- [GIVEN DATA]:
[Start of Attachment]
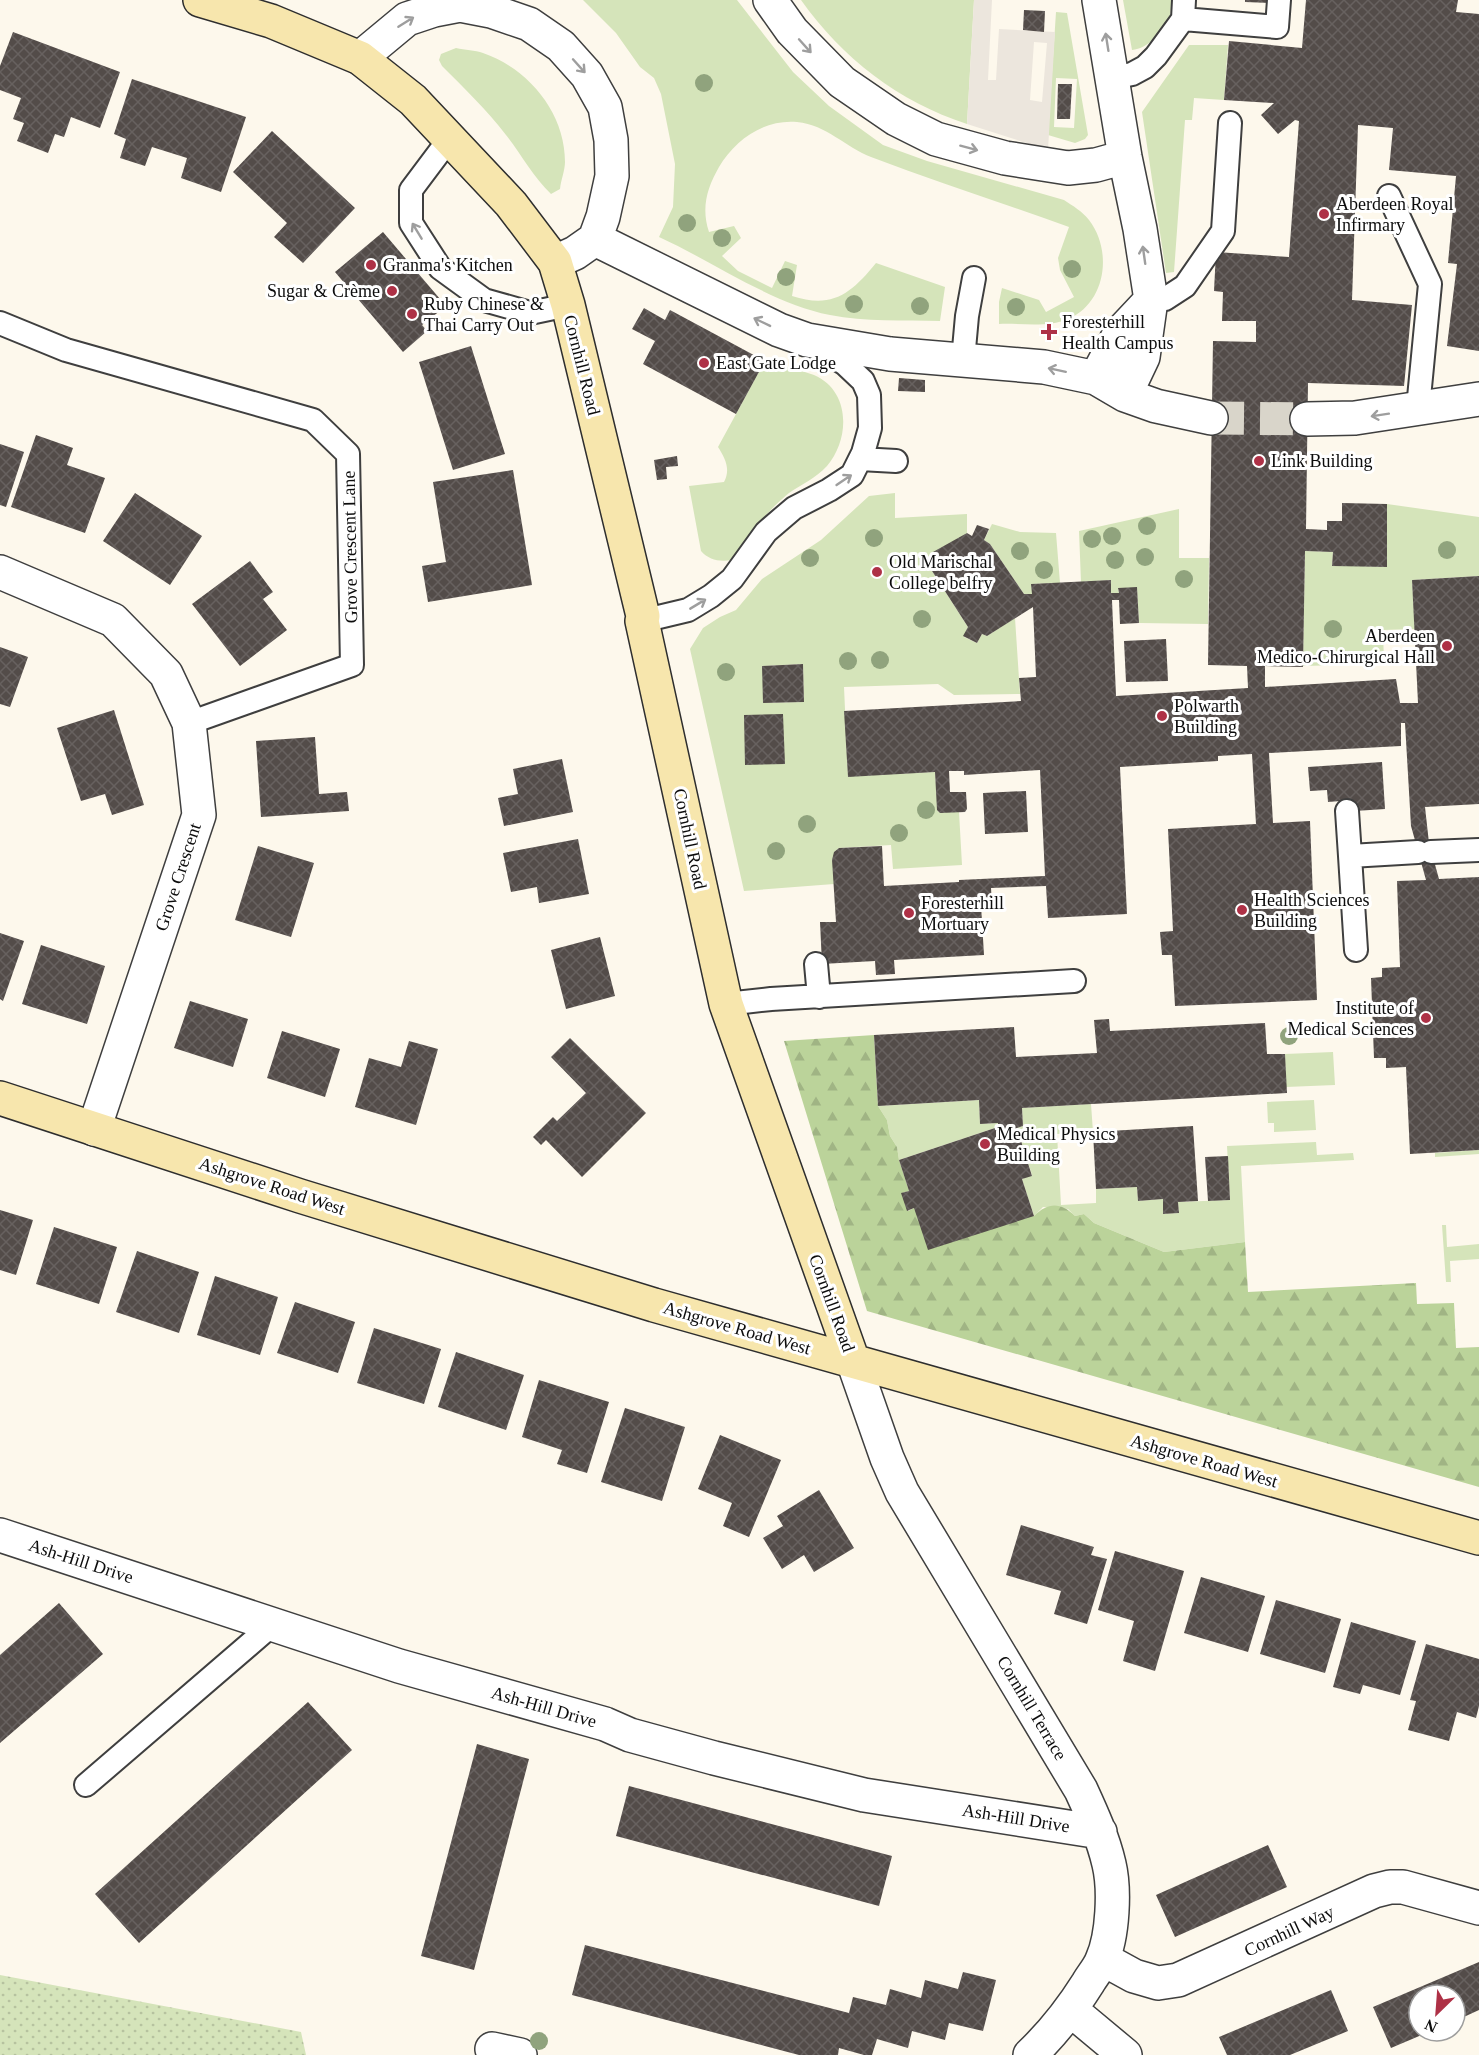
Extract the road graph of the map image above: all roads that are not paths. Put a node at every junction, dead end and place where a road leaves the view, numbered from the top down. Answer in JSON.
{"nodes":[{"id":1,"x":200,"y":0,"type":"edge"},
{"id":2,"x":770,"y":0,"type":"edge"},
{"id":3,"x":1099,"y":0,"type":"edge"},
{"id":4,"x":1279,"y":0,"type":"edge"},
{"id":5,"x":1184,"y":9,"type":"edge"},
{"id":6,"x":360,"y":58,"type":"junction"},
{"id":7,"x":1113,"y":78,"type":"junction"},
{"id":8,"x":1230,"y":123,"type":"dead end"},
{"id":9,"x":450,"y":138,"type":"junction"},
{"id":10,"x":1125,"y":157,"type":"junction"},
{"id":11,"x":1389,"y":196,"type":"dead end"},
{"id":12,"x":595,"y":239,"type":"junction"},
{"id":13,"x":555,"y":262,"type":"junction"},
{"id":14,"x":974,"y":278,"type":"dead end"},
{"id":15,"x":1151,"y":300,"type":"junction"},
{"id":16,"x":568,"y":305,"type":"junction"},
{"id":17,"x":0,"y":323,"type":"edge"},
{"id":18,"x":807,"y":340,"type":"junction"},
{"id":19,"x":963,"y":360,"type":"junction"},
{"id":20,"x":1096,"y":378,"type":"junction"},
{"id":21,"x":1125,"y":394,"type":"junction"},
{"id":22,"x":1479,"y":399,"type":"edge"},
{"id":23,"x":1418,"y":408,"type":"junction"},
{"id":24,"x":1211,"y":418,"type":"tunnel mouth"},
{"id":25,"x":1307,"y":419,"type":"tunnel mouth"},
{"id":26,"x":860,"y":459,"type":"junction"},
{"id":27,"x":896,"y":460,"type":"dead end"},
{"id":28,"x":0,"y":572,"type":"edge"},
{"id":29,"x":642,"y":621,"type":"junction"},
{"id":30,"x":189,"y":723,"type":"junction"},
{"id":31,"x":1347,"y":811,"type":"dead end"},
{"id":32,"x":1479,"y":850,"type":"edge"},
{"id":33,"x":1350,"y":856,"type":"junction"},
{"id":34,"x":1356,"y":950,"type":"dead end"},
{"id":35,"x":816,"y":964,"type":"dead end"},
{"id":36,"x":1074,"y":981,"type":"dead end"},
{"id":37,"x":819,"y":997,"type":"junction"},
{"id":38,"x":726,"y":1004,"type":"junction"},
{"id":39,"x":0,"y":1098,"type":"edge"},
{"id":40,"x":94,"y":1129,"type":"junction"},
{"id":41,"x":853,"y":1361,"type":"junction"},
{"id":42,"x":0,"y":1535,"type":"edge"},
{"id":43,"x":1479,"y":1538,"type":"edge"},
{"id":44,"x":272,"y":1625,"type":"junction"},
{"id":45,"x":87,"y":1785,"type":"dead end"},
{"id":46,"x":1100,"y":1832,"type":"junction"},
{"id":47,"x":1479,"y":1908,"type":"edge"},
{"id":48,"x":1103,"y":1959,"type":"junction"},
{"id":49,"x":1071,"y":2010,"type":"junction"},
{"id":50,"x":1030,"y":2055,"type":"edge"},
{"id":51,"x":1125,"y":2055,"type":"edge"}],
"edges":[{"from":1,"to":6,"type":"street","name":"Cornhill Road"},
{"from":2,"to":10,"type":"street","one_way":true},
{"from":7,"to":3,"type":"street","one_way":true},
{"from":4,"to":5,"type":"lane"},
{"from":5,"to":7,"type":"lane"},
{"from":6,"to":9,"type":"street","name":"Cornhill Road"},
{"from":6,"to":12,"type":"street","one_way":true},
{"from":7,"to":10,"type":"street"},
{"from":8,"to":15,"type":"lane"},
{"from":9,"to":13,"type":"street","name":"Cornhill Road"},
{"from":16,"to":9,"type":"lane","name":"Cornhill Road","one_way":true},
{"from":15,"to":10,"type":"street","one_way":true},
{"from":11,"to":23,"type":"lane"},
{"from":12,"to":13,"type":"street"},
{"from":18,"to":12,"type":"street","one_way":true},
{"from":13,"to":16,"type":"street","name":"Cornhill Road"},
{"from":14,"to":19,"type":"lane"},
{"from":15,"to":20,"type":"street"},
{"from":15,"to":21,"type":"street"},
{"from":16,"to":29,"type":"street","name":"Cornhill Road"},
{"from":17,"to":30,"type":"lane","name":"Grove Crescent Lane"},
{"from":18,"to":19,"type":"street"},
{"from":18,"to":26,"type":"lane"},
{"from":20,"to":19,"type":"street","one_way":true},
{"from":20,"to":21,"type":"street"},
{"from":21,"to":24,"type":"street"},
{"from":22,"to":23,"type":"street"},
{"from":23,"to":25,"type":"street","one_way":true},
{"from":26,"to":27,"type":"lane"},
{"from":29,"to":26,"type":"lane","one_way":true},
{"from":28,"to":30,"type":"street","name":"Grove Crescent"},
{"from":29,"to":38,"type":"street","name":"Cornhill Road"},
{"from":30,"to":40,"type":"street","name":"Grove Crescent"},
{"from":31,"to":33,"type":"lane"},
{"from":32,"to":33,"type":"lane"},
{"from":33,"to":34,"type":"lane"},
{"from":35,"to":37,"type":"lane"},
{"from":36,"to":37,"type":"lane"},
{"from":37,"to":38,"type":"lane"},
{"from":38,"to":41,"type":"street","name":"Cornhill Road"},
{"from":39,"to":40,"type":"street","name":"Ashgrove Road West"},
{"from":40,"to":41,"type":"street","name":"Ashgrove Road West"},
{"from":41,"to":43,"type":"street","name":"Ashgrove Road West"},
{"from":41,"to":46,"type":"street","name":"Cornhill Terrace"},
{"from":42,"to":44,"type":"street","name":"Ash-Hill Drive"},
{"from":44,"to":45,"type":"lane"},
{"from":44,"to":46,"type":"street","name":"Ash-Hill Drive"},
{"from":46,"to":48,"type":"street","name":"Cornhill Terrace"},
{"from":47,"to":48,"type":"street","name":"Cornhill Way"},
{"from":48,"to":49,"type":"street","name":"Cornhill Terrace"},
{"from":49,"to":50,"type":"street","name":"Cornhill Terrace"},
{"from":49,"to":51,"type":"street"}]}
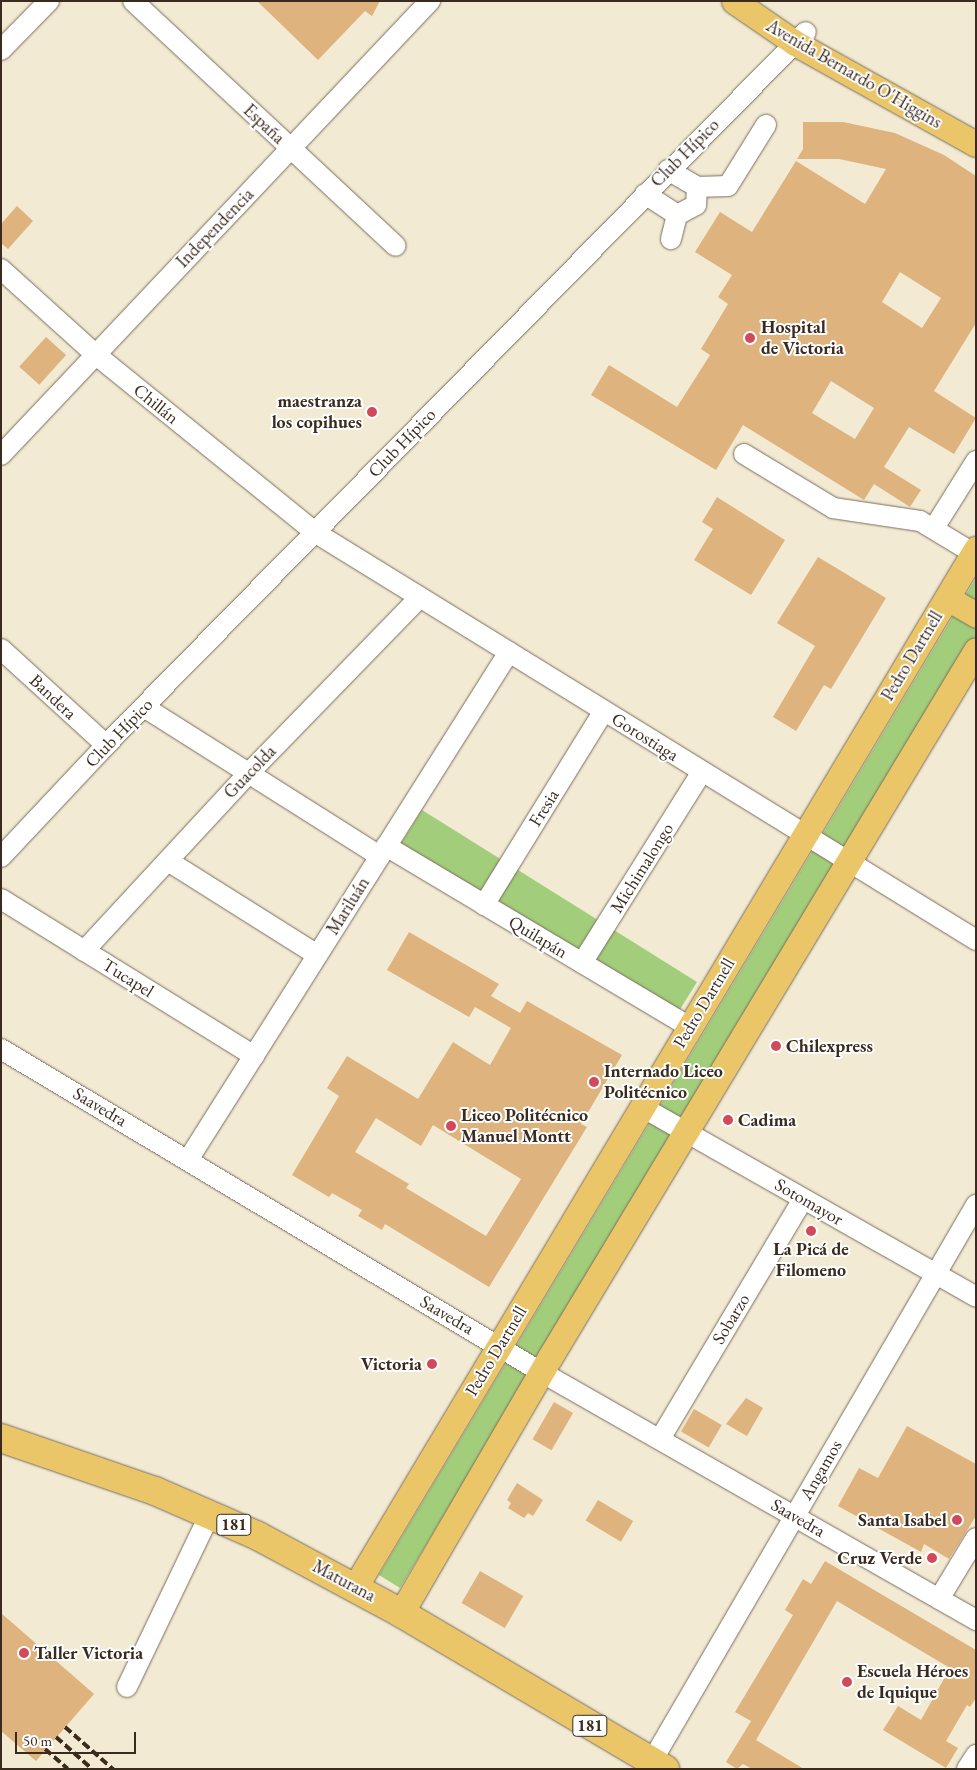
[End of Attachment]
Each line of the data above should be reproduced without alteration, and no picture should appear in the copy.

- [RESULT]:
Extract the road graph of the map image above: all roads that are not paths. Put a node at every junction, dead end and place where a road leaves the view, numbered from the top down. Answer in JSON.
{"nodes":[{"id":1,"x":200,"y":0,"type":"edge"},
{"id":2,"x":770,"y":0,"type":"edge"},
{"id":3,"x":1099,"y":0,"type":"edge"},
{"id":4,"x":1279,"y":0,"type":"edge"},
{"id":5,"x":1184,"y":9,"type":"edge"},
{"id":6,"x":360,"y":58,"type":"junction"},
{"id":7,"x":1113,"y":78,"type":"junction"},
{"id":8,"x":1230,"y":123,"type":"dead end"},
{"id":9,"x":450,"y":138,"type":"junction"},
{"id":10,"x":1125,"y":157,"type":"junction"},
{"id":11,"x":1389,"y":196,"type":"dead end"},
{"id":12,"x":595,"y":239,"type":"junction"},
{"id":13,"x":555,"y":262,"type":"junction"},
{"id":14,"x":974,"y":278,"type":"dead end"},
{"id":15,"x":1151,"y":300,"type":"junction"},
{"id":16,"x":568,"y":305,"type":"junction"},
{"id":17,"x":0,"y":323,"type":"edge"},
{"id":18,"x":807,"y":340,"type":"junction"},
{"id":19,"x":963,"y":360,"type":"junction"},
{"id":20,"x":1096,"y":378,"type":"junction"},
{"id":21,"x":1125,"y":394,"type":"junction"},
{"id":22,"x":1479,"y":399,"type":"edge"},
{"id":23,"x":1418,"y":408,"type":"junction"},
{"id":24,"x":1211,"y":418,"type":"tunnel mouth"},
{"id":25,"x":1307,"y":419,"type":"tunnel mouth"},
{"id":26,"x":860,"y":459,"type":"junction"},
{"id":27,"x":896,"y":460,"type":"dead end"},
{"id":28,"x":0,"y":572,"type":"edge"},
{"id":29,"x":642,"y":621,"type":"junction"},
{"id":30,"x":189,"y":723,"type":"junction"},
{"id":31,"x":1347,"y":811,"type":"dead end"},
{"id":32,"x":1479,"y":850,"type":"edge"},
{"id":33,"x":1350,"y":856,"type":"junction"},
{"id":34,"x":1356,"y":950,"type":"dead end"},
{"id":35,"x":816,"y":964,"type":"dead end"},
{"id":36,"x":1074,"y":981,"type":"dead end"},
{"id":37,"x":819,"y":997,"type":"junction"},
{"id":38,"x":726,"y":1004,"type":"junction"},
{"id":39,"x":0,"y":1098,"type":"edge"},
{"id":40,"x":94,"y":1129,"type":"junction"},
{"id":41,"x":853,"y":1361,"type":"junction"},
{"id":42,"x":0,"y":1535,"type":"edge"},
{"id":43,"x":1479,"y":1538,"type":"edge"},
{"id":44,"x":272,"y":1625,"type":"junction"},
{"id":45,"x":87,"y":1785,"type":"dead end"},
{"id":46,"x":1100,"y":1832,"type":"junction"},
{"id":47,"x":1479,"y":1908,"type":"edge"},
{"id":48,"x":1103,"y":1959,"type":"junction"},
{"id":49,"x":1071,"y":2010,"type":"junction"},
{"id":50,"x":1030,"y":2055,"type":"edge"},
{"id":51,"x":1125,"y":2055,"type":"edge"}],
"edges":[{"from":1,"to":6,"type":"street","name":"Cornhill Road"},
{"from":2,"to":10,"type":"street","one_way":true},
{"from":7,"to":3,"type":"street","one_way":true},
{"from":4,"to":5,"type":"lane"},
{"from":5,"to":7,"type":"lane"},
{"from":6,"to":9,"type":"street","name":"Cornhill Road"},
{"from":6,"to":12,"type":"street","one_way":true},
{"from":7,"to":10,"type":"street"},
{"from":8,"to":15,"type":"lane"},
{"from":9,"to":13,"type":"street","name":"Cornhill Road"},
{"from":16,"to":9,"type":"lane","name":"Cornhill Road","one_way":true},
{"from":15,"to":10,"type":"street","one_way":true},
{"from":11,"to":23,"type":"lane"},
{"from":12,"to":13,"type":"street"},
{"from":18,"to":12,"type":"street","one_way":true},
{"from":13,"to":16,"type":"street","name":"Cornhill Road"},
{"from":14,"to":19,"type":"lane"},
{"from":15,"to":20,"type":"street"},
{"from":15,"to":21,"type":"street"},
{"from":16,"to":29,"type":"street","name":"Cornhill Road"},
{"from":17,"to":30,"type":"lane","name":"Grove Crescent Lane"},
{"from":18,"to":19,"type":"street"},
{"from":18,"to":26,"type":"lane"},
{"from":20,"to":19,"type":"street","one_way":true},
{"from":20,"to":21,"type":"street"},
{"from":21,"to":24,"type":"street"},
{"from":22,"to":23,"type":"street"},
{"from":23,"to":25,"type":"street","one_way":true},
{"from":26,"to":27,"type":"lane"},
{"from":29,"to":26,"type":"lane","one_way":true},
{"from":28,"to":30,"type":"street","name":"Grove Crescent"},
{"from":29,"to":38,"type":"street","name":"Cornhill Road"},
{"from":30,"to":40,"type":"street","name":"Grove Crescent"},
{"from":31,"to":33,"type":"lane"},
{"from":32,"to":33,"type":"lane"},
{"from":33,"to":34,"type":"lane"},
{"from":35,"to":37,"type":"lane"},
{"from":36,"to":37,"type":"lane"},
{"from":37,"to":38,"type":"lane"},
{"from":38,"to":41,"type":"street","name":"Cornhill Road"},
{"from":39,"to":40,"type":"street","name":"Ashgrove Road West"},
{"from":40,"to":41,"type":"street","name":"Ashgrove Road West"},
{"from":41,"to":43,"type":"street","name":"Ashgrove Road West"},
{"from":41,"to":46,"type":"street","name":"Cornhill Terrace"},
{"from":42,"to":44,"type":"street","name":"Ash-Hill Drive"},
{"from":44,"to":45,"type":"lane"},
{"from":44,"to":46,"type":"street","name":"Ash-Hill Drive"},
{"from":46,"to":48,"type":"street","name":"Cornhill Terrace"},
{"from":47,"to":48,"type":"street","name":"Cornhill Way"},
{"from":48,"to":49,"type":"street","name":"Cornhill Terrace"},
{"from":49,"to":50,"type":"street","name":"Cornhill Terrace"},
{"from":49,"to":51,"type":"street"}]}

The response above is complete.